= Supplied records =
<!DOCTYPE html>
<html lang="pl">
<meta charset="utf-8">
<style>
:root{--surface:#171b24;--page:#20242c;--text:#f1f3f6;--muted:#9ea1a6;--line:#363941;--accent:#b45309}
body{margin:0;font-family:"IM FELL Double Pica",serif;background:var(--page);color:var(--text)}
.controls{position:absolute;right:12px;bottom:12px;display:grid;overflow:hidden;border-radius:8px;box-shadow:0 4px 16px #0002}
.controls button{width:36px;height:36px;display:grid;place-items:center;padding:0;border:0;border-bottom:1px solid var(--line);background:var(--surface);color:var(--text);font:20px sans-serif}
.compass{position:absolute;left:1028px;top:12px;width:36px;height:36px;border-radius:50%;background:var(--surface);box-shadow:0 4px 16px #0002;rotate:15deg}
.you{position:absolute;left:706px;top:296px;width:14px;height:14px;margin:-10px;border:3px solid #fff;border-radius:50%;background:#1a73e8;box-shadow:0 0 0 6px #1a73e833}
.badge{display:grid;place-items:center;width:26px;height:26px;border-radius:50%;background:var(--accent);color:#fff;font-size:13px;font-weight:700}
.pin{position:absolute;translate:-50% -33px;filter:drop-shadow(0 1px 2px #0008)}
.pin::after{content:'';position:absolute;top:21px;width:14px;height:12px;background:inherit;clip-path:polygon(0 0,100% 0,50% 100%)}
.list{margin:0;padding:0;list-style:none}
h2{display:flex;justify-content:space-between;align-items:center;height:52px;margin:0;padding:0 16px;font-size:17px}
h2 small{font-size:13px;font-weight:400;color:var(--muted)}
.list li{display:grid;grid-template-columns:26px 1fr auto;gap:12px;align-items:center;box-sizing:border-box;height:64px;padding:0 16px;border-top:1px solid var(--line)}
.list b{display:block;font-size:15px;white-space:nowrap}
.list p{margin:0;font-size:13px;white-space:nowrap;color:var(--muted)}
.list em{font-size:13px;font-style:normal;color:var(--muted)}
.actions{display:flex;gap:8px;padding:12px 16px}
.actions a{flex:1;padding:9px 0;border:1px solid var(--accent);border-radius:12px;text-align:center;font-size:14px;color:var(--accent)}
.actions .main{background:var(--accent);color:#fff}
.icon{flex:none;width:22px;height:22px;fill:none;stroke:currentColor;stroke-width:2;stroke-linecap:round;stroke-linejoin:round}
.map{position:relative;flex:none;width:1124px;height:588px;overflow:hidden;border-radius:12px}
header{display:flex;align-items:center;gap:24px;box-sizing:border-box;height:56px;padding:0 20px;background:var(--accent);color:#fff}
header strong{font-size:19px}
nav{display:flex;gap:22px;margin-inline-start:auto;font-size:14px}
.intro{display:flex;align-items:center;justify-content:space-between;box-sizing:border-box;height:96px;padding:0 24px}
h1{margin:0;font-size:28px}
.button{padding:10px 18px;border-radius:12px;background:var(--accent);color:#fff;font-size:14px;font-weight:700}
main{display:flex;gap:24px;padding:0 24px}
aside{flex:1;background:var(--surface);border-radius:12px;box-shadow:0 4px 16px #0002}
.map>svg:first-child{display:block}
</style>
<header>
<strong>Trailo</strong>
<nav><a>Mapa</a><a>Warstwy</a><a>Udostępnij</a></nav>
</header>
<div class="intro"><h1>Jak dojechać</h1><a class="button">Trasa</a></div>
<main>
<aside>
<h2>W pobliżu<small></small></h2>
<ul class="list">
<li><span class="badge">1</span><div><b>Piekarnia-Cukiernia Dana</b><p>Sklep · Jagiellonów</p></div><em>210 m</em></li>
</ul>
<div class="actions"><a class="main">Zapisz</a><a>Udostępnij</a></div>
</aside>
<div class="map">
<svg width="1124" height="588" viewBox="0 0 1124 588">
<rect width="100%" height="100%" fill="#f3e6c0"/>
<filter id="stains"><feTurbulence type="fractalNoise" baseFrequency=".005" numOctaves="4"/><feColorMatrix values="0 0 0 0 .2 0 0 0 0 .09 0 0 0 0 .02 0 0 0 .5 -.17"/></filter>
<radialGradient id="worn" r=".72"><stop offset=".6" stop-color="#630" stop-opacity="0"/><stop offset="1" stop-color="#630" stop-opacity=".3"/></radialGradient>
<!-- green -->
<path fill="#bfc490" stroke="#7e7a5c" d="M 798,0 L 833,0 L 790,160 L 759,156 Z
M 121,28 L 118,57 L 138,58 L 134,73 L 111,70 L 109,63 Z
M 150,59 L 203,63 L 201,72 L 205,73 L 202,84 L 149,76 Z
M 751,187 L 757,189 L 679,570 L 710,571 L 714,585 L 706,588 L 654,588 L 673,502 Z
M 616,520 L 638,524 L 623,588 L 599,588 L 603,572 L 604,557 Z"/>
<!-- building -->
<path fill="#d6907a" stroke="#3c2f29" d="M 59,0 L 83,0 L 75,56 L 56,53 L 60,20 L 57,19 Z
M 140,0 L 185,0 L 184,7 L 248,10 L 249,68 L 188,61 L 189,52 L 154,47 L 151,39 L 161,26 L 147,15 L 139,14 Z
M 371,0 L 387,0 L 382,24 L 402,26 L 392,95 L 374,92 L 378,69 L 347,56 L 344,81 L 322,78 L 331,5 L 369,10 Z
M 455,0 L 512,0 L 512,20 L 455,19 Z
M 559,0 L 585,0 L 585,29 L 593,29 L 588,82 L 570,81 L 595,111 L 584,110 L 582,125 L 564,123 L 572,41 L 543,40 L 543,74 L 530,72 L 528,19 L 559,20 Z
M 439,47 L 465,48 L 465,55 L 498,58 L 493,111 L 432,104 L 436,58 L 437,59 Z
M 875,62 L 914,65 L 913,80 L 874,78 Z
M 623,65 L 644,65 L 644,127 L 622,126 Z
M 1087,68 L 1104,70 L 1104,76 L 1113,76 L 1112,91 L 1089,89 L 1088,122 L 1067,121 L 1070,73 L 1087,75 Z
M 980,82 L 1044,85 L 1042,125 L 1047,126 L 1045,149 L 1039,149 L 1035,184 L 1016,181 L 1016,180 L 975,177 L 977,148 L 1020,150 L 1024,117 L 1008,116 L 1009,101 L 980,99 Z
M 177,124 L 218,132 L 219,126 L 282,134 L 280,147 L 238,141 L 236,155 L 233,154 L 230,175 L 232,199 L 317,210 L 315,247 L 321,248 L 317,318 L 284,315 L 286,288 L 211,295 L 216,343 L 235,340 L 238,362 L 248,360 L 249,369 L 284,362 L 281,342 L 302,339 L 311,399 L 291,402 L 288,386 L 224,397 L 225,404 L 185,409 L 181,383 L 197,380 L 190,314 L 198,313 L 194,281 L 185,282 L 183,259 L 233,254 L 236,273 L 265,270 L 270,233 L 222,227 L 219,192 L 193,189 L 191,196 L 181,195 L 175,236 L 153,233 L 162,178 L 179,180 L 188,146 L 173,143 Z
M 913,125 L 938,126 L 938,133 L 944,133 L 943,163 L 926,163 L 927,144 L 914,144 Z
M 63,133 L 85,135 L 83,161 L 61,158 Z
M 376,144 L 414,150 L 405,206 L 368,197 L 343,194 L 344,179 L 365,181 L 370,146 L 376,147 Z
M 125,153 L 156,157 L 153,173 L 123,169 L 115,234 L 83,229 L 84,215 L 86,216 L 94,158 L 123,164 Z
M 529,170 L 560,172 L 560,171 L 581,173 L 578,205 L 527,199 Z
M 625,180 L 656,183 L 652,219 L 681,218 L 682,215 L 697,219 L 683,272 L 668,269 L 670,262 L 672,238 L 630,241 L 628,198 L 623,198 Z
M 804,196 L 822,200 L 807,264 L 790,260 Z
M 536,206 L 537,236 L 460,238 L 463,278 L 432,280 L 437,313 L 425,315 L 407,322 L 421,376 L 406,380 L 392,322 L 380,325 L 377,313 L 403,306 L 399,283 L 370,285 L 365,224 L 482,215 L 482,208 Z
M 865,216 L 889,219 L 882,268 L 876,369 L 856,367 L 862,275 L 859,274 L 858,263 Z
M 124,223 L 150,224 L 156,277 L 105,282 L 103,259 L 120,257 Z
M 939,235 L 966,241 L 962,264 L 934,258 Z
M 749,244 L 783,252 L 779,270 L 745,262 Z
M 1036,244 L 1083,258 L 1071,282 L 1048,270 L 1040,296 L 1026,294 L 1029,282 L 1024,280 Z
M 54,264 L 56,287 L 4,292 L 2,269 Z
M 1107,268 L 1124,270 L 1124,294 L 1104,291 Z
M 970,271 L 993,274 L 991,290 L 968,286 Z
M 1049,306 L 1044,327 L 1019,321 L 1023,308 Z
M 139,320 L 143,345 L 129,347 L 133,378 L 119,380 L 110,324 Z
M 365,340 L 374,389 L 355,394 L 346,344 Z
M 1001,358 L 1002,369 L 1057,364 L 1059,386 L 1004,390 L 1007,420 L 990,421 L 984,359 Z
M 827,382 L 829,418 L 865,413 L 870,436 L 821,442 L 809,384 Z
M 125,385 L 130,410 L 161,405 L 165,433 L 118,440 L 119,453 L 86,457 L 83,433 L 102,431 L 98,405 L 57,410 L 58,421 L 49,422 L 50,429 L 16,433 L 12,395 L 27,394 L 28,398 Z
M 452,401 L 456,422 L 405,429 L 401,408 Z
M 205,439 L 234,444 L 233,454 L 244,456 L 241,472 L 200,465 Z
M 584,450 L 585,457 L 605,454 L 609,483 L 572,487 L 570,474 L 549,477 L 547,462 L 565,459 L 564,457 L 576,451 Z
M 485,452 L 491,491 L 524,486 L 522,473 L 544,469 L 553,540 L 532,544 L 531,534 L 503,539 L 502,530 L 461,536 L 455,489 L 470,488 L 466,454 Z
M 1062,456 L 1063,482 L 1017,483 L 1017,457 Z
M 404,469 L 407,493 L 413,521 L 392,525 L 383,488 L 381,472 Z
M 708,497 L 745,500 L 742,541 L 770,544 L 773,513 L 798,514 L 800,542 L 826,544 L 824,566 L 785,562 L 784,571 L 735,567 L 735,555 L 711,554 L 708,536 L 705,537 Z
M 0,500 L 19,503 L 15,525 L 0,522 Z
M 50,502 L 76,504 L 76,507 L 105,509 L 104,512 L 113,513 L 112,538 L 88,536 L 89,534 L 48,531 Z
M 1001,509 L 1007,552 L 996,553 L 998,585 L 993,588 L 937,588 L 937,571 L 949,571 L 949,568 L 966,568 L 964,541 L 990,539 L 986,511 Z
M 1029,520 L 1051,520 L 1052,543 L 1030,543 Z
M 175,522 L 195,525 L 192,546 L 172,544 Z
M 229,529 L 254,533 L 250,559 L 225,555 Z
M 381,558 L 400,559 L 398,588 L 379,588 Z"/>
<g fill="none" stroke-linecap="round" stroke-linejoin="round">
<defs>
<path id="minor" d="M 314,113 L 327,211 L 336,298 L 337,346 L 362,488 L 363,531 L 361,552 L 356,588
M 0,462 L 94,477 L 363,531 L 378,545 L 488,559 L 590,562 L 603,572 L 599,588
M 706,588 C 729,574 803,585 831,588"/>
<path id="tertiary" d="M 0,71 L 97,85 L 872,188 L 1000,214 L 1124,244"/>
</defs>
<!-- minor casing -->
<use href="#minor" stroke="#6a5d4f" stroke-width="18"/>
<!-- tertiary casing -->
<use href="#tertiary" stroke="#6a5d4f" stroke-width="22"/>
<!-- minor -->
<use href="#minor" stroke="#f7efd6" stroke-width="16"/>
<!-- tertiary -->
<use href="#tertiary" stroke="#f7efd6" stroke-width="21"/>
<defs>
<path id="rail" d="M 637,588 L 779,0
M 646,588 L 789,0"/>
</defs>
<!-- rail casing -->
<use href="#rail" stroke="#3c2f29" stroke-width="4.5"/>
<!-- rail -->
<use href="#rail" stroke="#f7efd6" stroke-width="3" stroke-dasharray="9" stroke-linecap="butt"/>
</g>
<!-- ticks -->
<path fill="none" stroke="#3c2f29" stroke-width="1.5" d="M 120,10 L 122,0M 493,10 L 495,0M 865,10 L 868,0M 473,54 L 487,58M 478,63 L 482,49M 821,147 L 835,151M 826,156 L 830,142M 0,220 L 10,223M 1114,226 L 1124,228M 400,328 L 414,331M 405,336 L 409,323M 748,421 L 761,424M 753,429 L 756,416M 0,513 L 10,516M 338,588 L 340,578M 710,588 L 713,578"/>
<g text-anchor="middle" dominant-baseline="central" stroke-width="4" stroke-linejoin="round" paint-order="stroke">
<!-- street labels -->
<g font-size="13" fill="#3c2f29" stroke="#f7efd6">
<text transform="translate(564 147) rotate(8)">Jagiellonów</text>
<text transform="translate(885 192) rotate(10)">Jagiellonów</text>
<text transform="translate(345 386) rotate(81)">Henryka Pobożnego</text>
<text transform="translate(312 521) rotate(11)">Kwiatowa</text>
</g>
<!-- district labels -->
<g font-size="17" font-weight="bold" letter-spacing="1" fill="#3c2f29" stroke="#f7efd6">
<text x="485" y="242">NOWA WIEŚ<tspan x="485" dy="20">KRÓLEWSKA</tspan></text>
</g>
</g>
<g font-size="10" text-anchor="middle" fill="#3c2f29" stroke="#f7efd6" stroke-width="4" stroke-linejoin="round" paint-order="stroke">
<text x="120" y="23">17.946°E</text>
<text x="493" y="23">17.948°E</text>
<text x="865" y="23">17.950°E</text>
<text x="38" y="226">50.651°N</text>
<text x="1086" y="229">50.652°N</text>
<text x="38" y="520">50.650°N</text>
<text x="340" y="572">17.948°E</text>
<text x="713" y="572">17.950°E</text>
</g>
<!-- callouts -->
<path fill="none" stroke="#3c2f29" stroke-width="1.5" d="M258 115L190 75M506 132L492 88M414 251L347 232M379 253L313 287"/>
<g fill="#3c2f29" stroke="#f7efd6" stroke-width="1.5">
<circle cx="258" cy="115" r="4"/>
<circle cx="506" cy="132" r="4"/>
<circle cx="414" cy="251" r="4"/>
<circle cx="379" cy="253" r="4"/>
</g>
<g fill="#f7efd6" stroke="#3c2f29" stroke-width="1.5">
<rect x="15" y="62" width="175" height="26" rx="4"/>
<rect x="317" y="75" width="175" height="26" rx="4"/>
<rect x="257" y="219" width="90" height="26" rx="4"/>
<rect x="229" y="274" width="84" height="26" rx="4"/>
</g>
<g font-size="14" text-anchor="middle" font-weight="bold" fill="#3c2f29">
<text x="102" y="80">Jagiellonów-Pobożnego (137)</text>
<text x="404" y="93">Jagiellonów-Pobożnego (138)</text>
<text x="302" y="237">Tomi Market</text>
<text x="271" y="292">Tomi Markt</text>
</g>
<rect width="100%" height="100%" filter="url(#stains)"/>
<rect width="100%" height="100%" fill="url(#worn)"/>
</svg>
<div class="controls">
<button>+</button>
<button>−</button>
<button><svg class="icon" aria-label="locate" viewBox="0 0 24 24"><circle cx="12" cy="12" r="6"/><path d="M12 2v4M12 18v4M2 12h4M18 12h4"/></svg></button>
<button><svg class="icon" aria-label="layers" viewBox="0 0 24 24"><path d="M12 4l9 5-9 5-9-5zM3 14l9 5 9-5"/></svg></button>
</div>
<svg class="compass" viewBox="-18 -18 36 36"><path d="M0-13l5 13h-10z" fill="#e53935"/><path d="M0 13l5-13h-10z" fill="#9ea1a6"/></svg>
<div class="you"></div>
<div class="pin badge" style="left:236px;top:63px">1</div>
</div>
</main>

--

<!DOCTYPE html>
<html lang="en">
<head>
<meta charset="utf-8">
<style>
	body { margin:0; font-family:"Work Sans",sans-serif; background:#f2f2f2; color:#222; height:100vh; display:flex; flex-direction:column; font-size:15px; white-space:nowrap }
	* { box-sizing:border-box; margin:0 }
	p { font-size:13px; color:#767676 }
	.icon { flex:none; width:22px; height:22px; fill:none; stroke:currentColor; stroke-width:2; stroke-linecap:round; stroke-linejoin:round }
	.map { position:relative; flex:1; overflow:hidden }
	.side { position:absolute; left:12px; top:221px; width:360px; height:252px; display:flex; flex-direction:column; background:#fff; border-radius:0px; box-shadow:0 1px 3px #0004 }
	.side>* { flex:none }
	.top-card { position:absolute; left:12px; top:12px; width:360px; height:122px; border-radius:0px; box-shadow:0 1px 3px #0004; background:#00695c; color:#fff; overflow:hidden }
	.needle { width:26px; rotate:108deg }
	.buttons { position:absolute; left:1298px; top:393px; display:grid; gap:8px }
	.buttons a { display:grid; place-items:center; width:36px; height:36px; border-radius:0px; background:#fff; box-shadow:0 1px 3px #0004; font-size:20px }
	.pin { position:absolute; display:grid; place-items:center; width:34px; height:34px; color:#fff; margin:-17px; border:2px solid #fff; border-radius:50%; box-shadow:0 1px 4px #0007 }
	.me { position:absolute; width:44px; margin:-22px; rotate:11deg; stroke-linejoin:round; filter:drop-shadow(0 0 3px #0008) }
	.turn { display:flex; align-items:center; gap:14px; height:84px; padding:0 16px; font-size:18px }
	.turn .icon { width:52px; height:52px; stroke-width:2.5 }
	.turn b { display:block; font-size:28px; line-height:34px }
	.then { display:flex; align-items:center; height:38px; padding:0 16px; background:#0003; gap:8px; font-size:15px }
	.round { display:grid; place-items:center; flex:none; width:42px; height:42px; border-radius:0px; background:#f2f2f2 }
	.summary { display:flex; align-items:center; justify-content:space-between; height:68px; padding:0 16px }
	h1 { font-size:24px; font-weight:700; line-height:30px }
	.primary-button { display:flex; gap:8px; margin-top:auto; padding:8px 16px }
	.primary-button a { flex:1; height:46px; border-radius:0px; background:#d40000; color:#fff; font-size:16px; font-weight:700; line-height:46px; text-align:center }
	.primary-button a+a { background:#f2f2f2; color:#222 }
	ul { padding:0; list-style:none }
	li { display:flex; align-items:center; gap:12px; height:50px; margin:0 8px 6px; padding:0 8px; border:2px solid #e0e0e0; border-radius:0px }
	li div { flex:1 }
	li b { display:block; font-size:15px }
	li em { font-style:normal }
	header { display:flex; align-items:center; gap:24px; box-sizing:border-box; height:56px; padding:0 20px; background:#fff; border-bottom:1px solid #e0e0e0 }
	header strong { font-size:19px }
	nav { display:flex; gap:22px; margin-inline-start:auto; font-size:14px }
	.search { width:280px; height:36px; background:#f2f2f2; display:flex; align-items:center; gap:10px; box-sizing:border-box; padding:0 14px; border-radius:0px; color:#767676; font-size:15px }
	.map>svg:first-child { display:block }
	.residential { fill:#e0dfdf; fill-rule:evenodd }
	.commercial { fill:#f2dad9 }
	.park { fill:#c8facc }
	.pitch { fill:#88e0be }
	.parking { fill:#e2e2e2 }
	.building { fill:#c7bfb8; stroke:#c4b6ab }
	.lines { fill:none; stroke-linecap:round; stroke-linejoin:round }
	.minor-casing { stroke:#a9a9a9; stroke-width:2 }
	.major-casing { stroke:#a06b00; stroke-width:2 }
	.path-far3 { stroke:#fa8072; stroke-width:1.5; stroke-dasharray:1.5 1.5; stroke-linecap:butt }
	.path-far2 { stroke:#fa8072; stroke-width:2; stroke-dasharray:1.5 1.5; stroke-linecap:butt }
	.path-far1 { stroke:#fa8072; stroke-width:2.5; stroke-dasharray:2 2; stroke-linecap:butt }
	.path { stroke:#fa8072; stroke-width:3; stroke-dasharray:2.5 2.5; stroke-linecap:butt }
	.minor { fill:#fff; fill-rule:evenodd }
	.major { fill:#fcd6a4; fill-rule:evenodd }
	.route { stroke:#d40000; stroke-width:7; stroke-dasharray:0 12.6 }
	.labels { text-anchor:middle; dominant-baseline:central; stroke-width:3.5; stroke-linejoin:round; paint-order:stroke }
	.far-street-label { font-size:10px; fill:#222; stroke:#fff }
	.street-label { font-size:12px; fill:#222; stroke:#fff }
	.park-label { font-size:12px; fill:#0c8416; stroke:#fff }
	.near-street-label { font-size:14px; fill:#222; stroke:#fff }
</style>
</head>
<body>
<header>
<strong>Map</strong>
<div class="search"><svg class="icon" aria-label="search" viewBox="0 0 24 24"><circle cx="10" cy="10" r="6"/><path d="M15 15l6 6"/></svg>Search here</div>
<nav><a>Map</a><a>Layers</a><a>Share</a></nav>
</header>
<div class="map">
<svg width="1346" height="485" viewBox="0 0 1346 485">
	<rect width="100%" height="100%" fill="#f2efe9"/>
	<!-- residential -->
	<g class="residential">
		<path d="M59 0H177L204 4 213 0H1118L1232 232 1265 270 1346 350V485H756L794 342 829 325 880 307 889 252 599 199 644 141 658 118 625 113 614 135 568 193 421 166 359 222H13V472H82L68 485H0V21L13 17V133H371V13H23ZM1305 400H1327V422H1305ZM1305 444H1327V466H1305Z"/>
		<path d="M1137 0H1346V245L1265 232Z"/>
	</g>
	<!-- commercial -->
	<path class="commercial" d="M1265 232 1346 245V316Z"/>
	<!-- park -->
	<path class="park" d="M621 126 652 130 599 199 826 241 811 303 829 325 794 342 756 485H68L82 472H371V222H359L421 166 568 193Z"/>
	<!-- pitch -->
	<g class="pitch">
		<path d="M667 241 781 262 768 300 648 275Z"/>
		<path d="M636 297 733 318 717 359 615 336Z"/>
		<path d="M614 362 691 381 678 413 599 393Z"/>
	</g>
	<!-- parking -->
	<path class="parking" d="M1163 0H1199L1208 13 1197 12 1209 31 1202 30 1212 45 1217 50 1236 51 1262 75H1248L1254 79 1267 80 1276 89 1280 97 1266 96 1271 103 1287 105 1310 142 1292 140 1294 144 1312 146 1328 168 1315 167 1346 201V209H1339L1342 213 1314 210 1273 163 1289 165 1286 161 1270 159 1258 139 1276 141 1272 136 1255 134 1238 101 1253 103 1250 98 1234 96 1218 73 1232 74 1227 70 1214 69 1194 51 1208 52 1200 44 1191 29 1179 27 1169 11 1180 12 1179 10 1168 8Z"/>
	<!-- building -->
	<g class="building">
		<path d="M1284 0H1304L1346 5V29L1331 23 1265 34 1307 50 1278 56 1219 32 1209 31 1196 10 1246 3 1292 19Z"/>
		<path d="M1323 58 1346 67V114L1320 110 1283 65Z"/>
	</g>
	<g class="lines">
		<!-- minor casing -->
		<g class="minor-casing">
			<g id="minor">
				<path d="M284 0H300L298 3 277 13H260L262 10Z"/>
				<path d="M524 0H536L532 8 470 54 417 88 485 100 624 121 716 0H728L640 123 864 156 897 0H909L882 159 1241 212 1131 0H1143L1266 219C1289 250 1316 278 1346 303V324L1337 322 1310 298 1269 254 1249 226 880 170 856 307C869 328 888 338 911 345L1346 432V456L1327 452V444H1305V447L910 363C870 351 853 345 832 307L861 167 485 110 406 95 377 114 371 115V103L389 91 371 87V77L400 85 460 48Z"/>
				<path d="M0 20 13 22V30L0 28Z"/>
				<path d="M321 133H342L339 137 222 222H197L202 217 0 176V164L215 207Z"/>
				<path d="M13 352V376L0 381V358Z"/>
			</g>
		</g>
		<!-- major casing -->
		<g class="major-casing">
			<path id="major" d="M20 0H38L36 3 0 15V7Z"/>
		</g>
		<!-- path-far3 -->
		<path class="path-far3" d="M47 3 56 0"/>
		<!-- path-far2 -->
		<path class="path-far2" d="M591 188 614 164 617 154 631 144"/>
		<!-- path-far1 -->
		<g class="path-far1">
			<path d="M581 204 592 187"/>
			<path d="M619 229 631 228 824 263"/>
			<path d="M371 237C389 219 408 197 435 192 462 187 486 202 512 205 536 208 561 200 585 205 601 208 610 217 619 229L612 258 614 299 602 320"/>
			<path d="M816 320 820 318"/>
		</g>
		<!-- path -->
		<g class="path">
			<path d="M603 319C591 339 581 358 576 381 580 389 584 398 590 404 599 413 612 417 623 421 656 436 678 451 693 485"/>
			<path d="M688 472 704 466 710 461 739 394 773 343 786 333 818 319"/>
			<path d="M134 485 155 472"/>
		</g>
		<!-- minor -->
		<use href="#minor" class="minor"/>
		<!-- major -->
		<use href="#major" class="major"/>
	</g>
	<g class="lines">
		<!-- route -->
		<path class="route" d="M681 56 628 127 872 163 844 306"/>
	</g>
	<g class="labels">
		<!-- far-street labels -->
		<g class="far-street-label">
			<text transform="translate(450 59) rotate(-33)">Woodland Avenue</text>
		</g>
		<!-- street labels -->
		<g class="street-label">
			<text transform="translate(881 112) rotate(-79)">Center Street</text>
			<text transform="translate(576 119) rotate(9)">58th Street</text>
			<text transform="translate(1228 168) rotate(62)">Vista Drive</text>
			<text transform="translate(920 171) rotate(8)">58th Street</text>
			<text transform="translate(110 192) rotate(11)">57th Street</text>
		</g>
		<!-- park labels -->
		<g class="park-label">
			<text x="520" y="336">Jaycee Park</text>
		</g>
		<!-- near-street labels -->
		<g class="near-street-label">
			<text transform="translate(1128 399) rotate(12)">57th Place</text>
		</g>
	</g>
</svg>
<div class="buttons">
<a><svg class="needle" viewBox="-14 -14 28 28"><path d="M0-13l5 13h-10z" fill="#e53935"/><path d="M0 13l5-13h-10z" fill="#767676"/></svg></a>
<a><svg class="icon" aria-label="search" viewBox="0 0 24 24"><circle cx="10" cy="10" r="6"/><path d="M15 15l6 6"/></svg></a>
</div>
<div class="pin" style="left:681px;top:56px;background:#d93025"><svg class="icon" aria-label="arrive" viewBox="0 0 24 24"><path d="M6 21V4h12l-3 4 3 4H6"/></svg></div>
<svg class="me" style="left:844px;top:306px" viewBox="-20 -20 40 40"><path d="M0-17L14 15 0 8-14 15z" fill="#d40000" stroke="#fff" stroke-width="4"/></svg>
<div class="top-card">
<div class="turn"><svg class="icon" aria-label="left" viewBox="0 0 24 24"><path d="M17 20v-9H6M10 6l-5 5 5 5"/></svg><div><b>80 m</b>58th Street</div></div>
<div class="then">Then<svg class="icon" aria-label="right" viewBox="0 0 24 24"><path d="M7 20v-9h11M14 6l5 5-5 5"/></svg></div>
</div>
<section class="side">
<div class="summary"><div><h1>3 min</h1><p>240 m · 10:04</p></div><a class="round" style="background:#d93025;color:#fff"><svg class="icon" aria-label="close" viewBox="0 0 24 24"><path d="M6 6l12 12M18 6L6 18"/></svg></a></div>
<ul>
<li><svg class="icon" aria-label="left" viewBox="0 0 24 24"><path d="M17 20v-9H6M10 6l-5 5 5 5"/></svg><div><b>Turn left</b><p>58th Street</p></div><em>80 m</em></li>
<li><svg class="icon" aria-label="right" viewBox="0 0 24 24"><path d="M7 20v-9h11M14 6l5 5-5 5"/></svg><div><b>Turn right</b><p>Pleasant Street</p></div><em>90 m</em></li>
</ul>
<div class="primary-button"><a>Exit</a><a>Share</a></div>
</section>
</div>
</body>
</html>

= What is being asked =
List every line in the records above that contains the word "controls".

= Response box =
.controls{position:absolute;right:12px;bottom:12px;display:grid;overflow:hidden;border-radius:8px;box-shadow:0 4px 16px #0002}
.controls button{width:36px;height:36px;display:grid;place-items:center;padding:0;border:0;border-bottom:1px solid var(--line);background:var(--surface);color:var(--text);font:20px sans-serif}
<div class="controls">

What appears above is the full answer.